Mya Patel, a Year 8 student at The Royal School in Wolverhampton, recently took it upon herself to raise funds for two charities: Danny Batth’s Foundation DB and Cure Leukaemia. Mya organised a non-uniform day and a samosa sale raising £600 which was split between the two foundations.
As an added bonus, Wolves Captain Danny Batth, who established Foundation DB, came to The Royal to meet Mya and accept the cheques on behalf of both charities. A very well done to Mya for her hard work and selflessness.
Mya first met Batth in December, 2015, when he was selling The Big Issue in Wolverhampton town centre for the homeless. Since then she has followed his charity work and been inspired by what he has achieved.
Batth recently set up Foundation DB which supports three charities, one being a charity in Northern India called Yuwa Academy for young girls about which he recently made a documentary called ‘Married to the game’ and where he travelled to the academy showing how football and education helps the girls.
“As a Wolves supporter and the recent illness of our goal keeper Carl Ikeme with Leukaemia inspired me to arrange a non-uniform day along with a samosa sale with the help of my family,” said Mya.
With this year’s success, Mya has said she plans to do it again next year to raise even more money for Foundation DB.
The Royal School has a set of values: Respect, Trust, Initiative, Risk and Community which guide everything the School and its students do. Mya has truly exemplified these values as do many of the other activities, both student and staff led, that occur at The Royal. The school’s Interact club regularly raises funds for Compton Hospice and a book scheme for a school in Africa is just another set of examples. There is a strong sense of community and charity at the school having once been an orphanage.

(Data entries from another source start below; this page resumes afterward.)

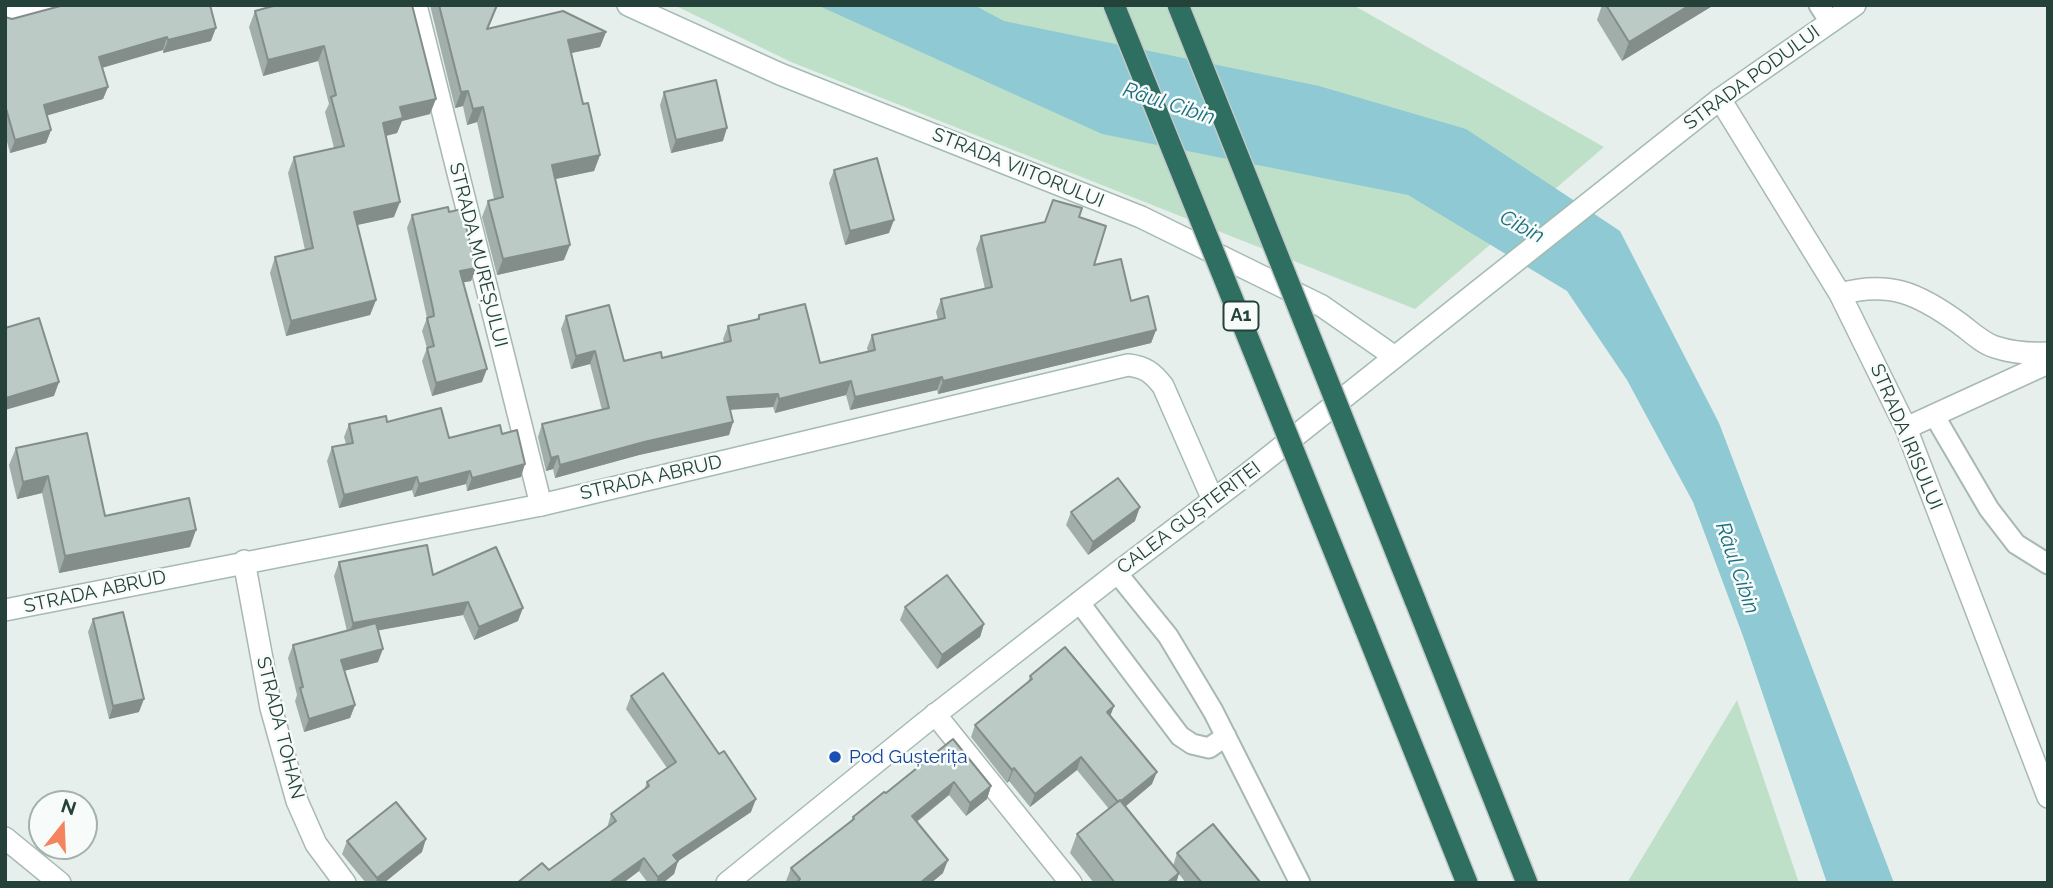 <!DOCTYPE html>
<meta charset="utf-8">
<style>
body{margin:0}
#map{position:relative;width:2053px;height:888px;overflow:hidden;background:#e6efeb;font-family:Raleway,sans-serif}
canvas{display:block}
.frame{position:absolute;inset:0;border:7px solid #24423a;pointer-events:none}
.north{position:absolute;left:28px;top:790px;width:70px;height:70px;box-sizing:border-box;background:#f7fbf9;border:2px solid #a3b1ad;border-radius:50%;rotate:18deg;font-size:19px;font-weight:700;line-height:28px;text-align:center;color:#24423a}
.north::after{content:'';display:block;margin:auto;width:24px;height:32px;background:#f4845f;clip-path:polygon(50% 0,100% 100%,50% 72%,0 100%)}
</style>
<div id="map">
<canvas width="2053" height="888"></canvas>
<div class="frame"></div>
<div class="north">N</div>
</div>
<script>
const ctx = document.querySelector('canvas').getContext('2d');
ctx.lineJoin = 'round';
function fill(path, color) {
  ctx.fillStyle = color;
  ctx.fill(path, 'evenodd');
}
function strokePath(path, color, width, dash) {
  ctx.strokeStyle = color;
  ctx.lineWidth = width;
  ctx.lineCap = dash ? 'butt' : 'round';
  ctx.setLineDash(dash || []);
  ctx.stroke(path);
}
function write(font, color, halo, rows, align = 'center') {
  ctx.font = font + ' Raleway,sans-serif';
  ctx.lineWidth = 5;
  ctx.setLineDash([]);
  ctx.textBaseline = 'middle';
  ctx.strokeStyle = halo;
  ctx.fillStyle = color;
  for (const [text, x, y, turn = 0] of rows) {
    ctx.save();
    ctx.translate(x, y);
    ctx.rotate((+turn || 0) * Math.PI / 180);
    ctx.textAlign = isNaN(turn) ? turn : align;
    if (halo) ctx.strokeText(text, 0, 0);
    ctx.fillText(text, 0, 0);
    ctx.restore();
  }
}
fill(new Path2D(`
 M674,5H1353L1604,147L1415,309L791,62Z
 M1737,700L1799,883H1627Z`), '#bfe0c8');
fill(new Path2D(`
 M817,5H974L1004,21L1319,86L1466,129L1620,231L1719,423L1894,883H1827L1744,639L1693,502L1627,380L1567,291L1408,195L1102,134Z`), '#8ec9d4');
const lane = new Path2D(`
 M1819,5L1830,22
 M1934,415L1989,509L2016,544L2048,564
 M1117,573L1168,636L1213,711L1300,883
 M1079,602L1180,736L1192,744L1209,748L1226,736`);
const street = new Path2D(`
 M416,5L541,505
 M5,19L58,5
 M1720,99L1840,294L1906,428L2048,797
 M1840,294C1889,280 1919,294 1959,323C1970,331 1982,343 1995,347C2013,353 2029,354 2048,353
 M1906,428L2048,363
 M244,561L271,708L297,801L316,844L345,883
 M935,714L1071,883
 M5,838L60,883`);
const secondary = new Path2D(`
 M628,5L780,74L1141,217L1322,306L1395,357
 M5,610L541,505L1128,365C1145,367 1152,372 1163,386L1213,500
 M727,883L922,725L1117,573L1250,472L1720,99L1855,5`);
const highway = new Path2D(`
 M1415,600L1527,883
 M1365,628L1467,883`);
strokePath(lane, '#a8b8b2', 23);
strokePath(street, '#a8b8b2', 24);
strokePath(secondary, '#a4bbb3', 24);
strokePath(highway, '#c2cac8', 24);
strokePath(lane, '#fff', 19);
strokePath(street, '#fff', 21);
strokePath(secondary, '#fff', 21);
strokePath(highway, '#2f6f62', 21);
const highwayBridge = new Path2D(`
 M1114,5L1365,628
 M1178,5L1415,600`);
strokePath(highwayBridge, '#c2cac8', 24, []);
strokePath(highwayBridge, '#2f6f62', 21);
fill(new Path2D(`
 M277,5L430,114L402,121L397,133L386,136L394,217L357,225L376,300L370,315L286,336L270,273L275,257L305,250L288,173L294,157L334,148L325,112L329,104L318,61L263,76L249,27L255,11Z
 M430,5H498L488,29L606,32L600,47L571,53L583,104L600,155L594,171L555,179L564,260L497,275L482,217L488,201L494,199L477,122L467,125L463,106L455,108Z
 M1602,5H1714L1622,61L1597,20Z
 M5,17L12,19L211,41L163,53V50L102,68L108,87L103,99L47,115L51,130L46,143L10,153L5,134Z
 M664,92L723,141L671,153L660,105Z
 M834,170L889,233L845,245L829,183Z
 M449,212L476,268L471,281L463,282L482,382L432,396L422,361L427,348L422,331L427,318L407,228L412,215Z
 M1079,217L1094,265L1131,301L1156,330L1151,343L938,394L937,390L850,410L846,395L775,413L773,407L730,410L733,422L729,435L639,455L555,478L553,469L546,471L538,437L542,424L602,410L590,364L571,369L561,329L566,316L624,361L662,358L724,343L723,339L728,326L757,319L759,315L820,363L868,352L867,348L872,335L938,320L936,312L941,299L985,289L976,249L981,236Z
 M387,422L449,438L502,434L521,477L467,491L466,484L414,497L412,490L339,508L327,461L332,447L346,444L344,437L349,424Z
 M16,448L105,516L190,547L59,573L42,493L17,499L9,465Z
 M1071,512L1135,521L1088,555L1066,525Z
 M339,562L433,575L518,621L474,640L463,615L378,630V662L344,671L355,705L350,718L304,732L295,701L297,695L288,658L293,645L347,631L334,576Z
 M905,607L984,624L980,637L937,669L900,620Z
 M93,619L139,712L109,719L88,632Z
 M1030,676L1114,706L1110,716L1152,784L1126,806L1173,866L1177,853L1260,882V883H1186L1179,874L1176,883H1094L1070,853L1077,834L1109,809L1077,770L1030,807L1009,781L1007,783L971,737L975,725L1028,682Z
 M631,696L751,812L678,861L674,874L663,883H648L639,871L623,883H517L549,870L607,828L611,814L644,790L647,782L667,768L626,709Z
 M953,739L991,786L987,799L966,816L949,795L917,822L943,873L931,883H787L786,881L791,868L851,821L853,817L886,793Z
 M347,841L422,852L384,883H366L342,854Z`), '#a1aea9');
fill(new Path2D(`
 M1690,5H1714L1622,61L1629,42Z
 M216,28L211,41L163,53L168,40Z
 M606,32L600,47L562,55L568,40Z
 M167,37L163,50L94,70L99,57Z
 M324,46L318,61L263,76L268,60Z
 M108,87L103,99L39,118L44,105Z
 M468,91L463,106L455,108L461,92Z
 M436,99L430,114L402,121L397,133L377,138L383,123L400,107Z
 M483,107L477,122L467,125L473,109Z
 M727,128L723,141L671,153L676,140Z
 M51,130L46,143L10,153L15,140Z
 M600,155L594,171L546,181L552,165Z
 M400,202L394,217L348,227L354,212Z
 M894,220L889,233L845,245L850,231Z
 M570,245L564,260L497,275L503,259Z
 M476,268L471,281L455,284L460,271Z
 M376,300L370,315L286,336L291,321Z
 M1156,330L1151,343L938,394L943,381Z
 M595,351L590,364L571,369L576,356Z
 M487,369L482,382L432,396L436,383Z
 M942,377L937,390L850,410L855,397Z
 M851,381L846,395L775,413L779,399Z
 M59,382L54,396L5,410L6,398Z
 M778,394L773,407L723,410L727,397Z
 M733,422L729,435L639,455L555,478L560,465L644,442Z
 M558,456L553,469L546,471L551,458Z
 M525,464L521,477L467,491L472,478Z
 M470,471L466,484L414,497L419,484Z
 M48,476L42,493L17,499L23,482Z
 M417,477L412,490L339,508L344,495Z
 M1140,507L1135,521L1088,555L1093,542Z
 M196,530L190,547L59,573L65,556Z
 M468,602L463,615L348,636L353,623Z
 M523,608L518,621L474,640L479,627Z
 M984,624L980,637L937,669L942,655Z
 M383,649L378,662L336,673L341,660Z
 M144,699L139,712L109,719L113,706Z
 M355,705L350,718L304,732L309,719Z
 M1114,706L1109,719L1107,712Z
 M1081,757L1077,770L1030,807L1035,794Z
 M1014,768L1009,781L1007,783L1012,770Z
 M1157,772L1152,784L1114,816L1119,803Z
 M954,782L949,795L907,829L912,816Z
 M991,786L987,799L966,816L970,803Z
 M756,799L751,812L668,868L673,855Z
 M426,839L422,852L384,883H376L377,878Z
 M644,858L639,871L623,883H609Z
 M948,860L943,873L931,883H920Z
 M678,861L674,874L663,883H656L658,877Z
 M1179,873L1176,883H1167Z`), '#838d89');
const building = new Path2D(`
 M64,5H210L216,28L168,40L167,37L99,57L108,87L44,105L51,130L15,140L5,105V17L12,19Z
 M277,5H412L436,99L400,107L403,118L383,123L400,202L354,212L376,300L291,321L275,257L313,248L294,157L344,146L331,97L336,95L324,46L268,60L255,11Z
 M439,5H497L487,29L563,11L606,32L568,40L583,104L588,103L600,155L552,165L570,245L503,259L488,201L503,197L483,107L473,109L468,91L461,92Z
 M1606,5H1690L1629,42Z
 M716,80L727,128L676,140L664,92Z
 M877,158L894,220L850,231L834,170Z
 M1053,200L1082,208L1079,217L1106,226L1094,265L1121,259L1131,301L1148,296L1156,330L943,381L942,377L855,397L851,381L779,399L778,394L727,397L733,422L644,442L560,465L558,456L551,458L542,424L609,408L595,351L576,356L566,316L609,305L624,361L661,352L662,358L731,341L728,326L759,319V315L805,304L820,363L875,350L872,335L945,318L941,299L992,287L981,236L1045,222Z
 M448,207L449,212L462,209L476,268L460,271L487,369L436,383L427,348L434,346L427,318L434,316L433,309L412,215Z
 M39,318L59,382L6,398L5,328Z
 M441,408L449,438L500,425L502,434L517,430L525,464L472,478L470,471L419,484L417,477L344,495L332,447L353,443L349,424L386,416L387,422Z
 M87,433L105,516L189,498L196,530L65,556L48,476L23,482L16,448Z
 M1118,478L1140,507L1093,542L1071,512Z
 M427,545L433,575L496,547L523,608L479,627L468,602L353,623L339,562Z
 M947,575L984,624L942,655L905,607Z
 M123,612L144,699L113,706L93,619Z
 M376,623L383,649L341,660L355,705L309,719L300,688L303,687L293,645Z
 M1065,647L1114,706L1107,712L1157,772L1121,801L1120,800L1118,802L1081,757L1035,794L1014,768L1012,770L975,725L1032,679L1030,676Z
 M663,673L719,754L724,751L756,799L673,855L678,861L658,877L644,858L609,883H517L542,863L549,870L616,821L611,814L649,786L647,782L676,762L631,696Z
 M953,739L991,786L970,803L954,782L912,816L948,860L920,883H796L800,879L791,868L854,819L853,817L884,792L886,793Z
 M1120,800L1179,873L1167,883H1115L1077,834Z
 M396,802L426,839L377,878L347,841Z
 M1213,824L1260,882L1259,883H1202L1177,853Z`);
fill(building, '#bbcac4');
strokePath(building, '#838d89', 2);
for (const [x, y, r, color] of [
 [835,757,7,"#1a4fb4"]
]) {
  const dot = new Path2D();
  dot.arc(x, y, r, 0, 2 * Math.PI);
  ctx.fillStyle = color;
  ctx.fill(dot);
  strokePath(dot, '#f7fbf9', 2.5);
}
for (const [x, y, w] of [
 [1241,316,35]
]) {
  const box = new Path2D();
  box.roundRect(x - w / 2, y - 14.5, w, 29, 5);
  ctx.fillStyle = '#f7fbf9';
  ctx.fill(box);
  strokePath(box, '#24423a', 2);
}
write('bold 18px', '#24423a', null, [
 ["A1",1241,316]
]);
write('19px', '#24423a', '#f7fbf9', [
 ["STRADA PODULUI",1752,78,-36],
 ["STRADA VIITORULUI",1018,168,22],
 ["STRADA MUREȘULUI",478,255,76],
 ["STRADA IRISULUI",1906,437,67],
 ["STRADA ABRUD",651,478,-13],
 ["CALEA GUȘTERIȚEI",1189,518,-37],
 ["STRADA ABRUD",95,592,-12],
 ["STRADA TOHAN",280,728,76]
]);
write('19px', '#164399', '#f7fbf9', [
 ["Pod Gușterița",849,757]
], 'left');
write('italic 21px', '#1c6f80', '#f7fbf9', [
 ["Râul Cibin",1169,104,18],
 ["Cibin",1522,227,28],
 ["Râul Cibin",1737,568,71]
]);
</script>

In fact, many of The Royal’s core values date back to its history as an orphanage, founded in 1850 by local philanthropist and businessman, John Lees. As well as compassion and caring for others, it was his intention to help and support the most vulnerable in society and that ethos remains as strong today.
The Royal School, founded in 1850, is now a free, co-educational, independent day and boarding school serving more than 1100 students across the Primary and Senior Schools. It is a unique school where students from the West Midlands, Great Britain and the world meet, learn, and achieve both academically and personally. It is a community in which each individual’s strengths are identified, nurtured, and celebrated in order to exceed each child’s expectations and to fully prepare them for a successful life beyond the school.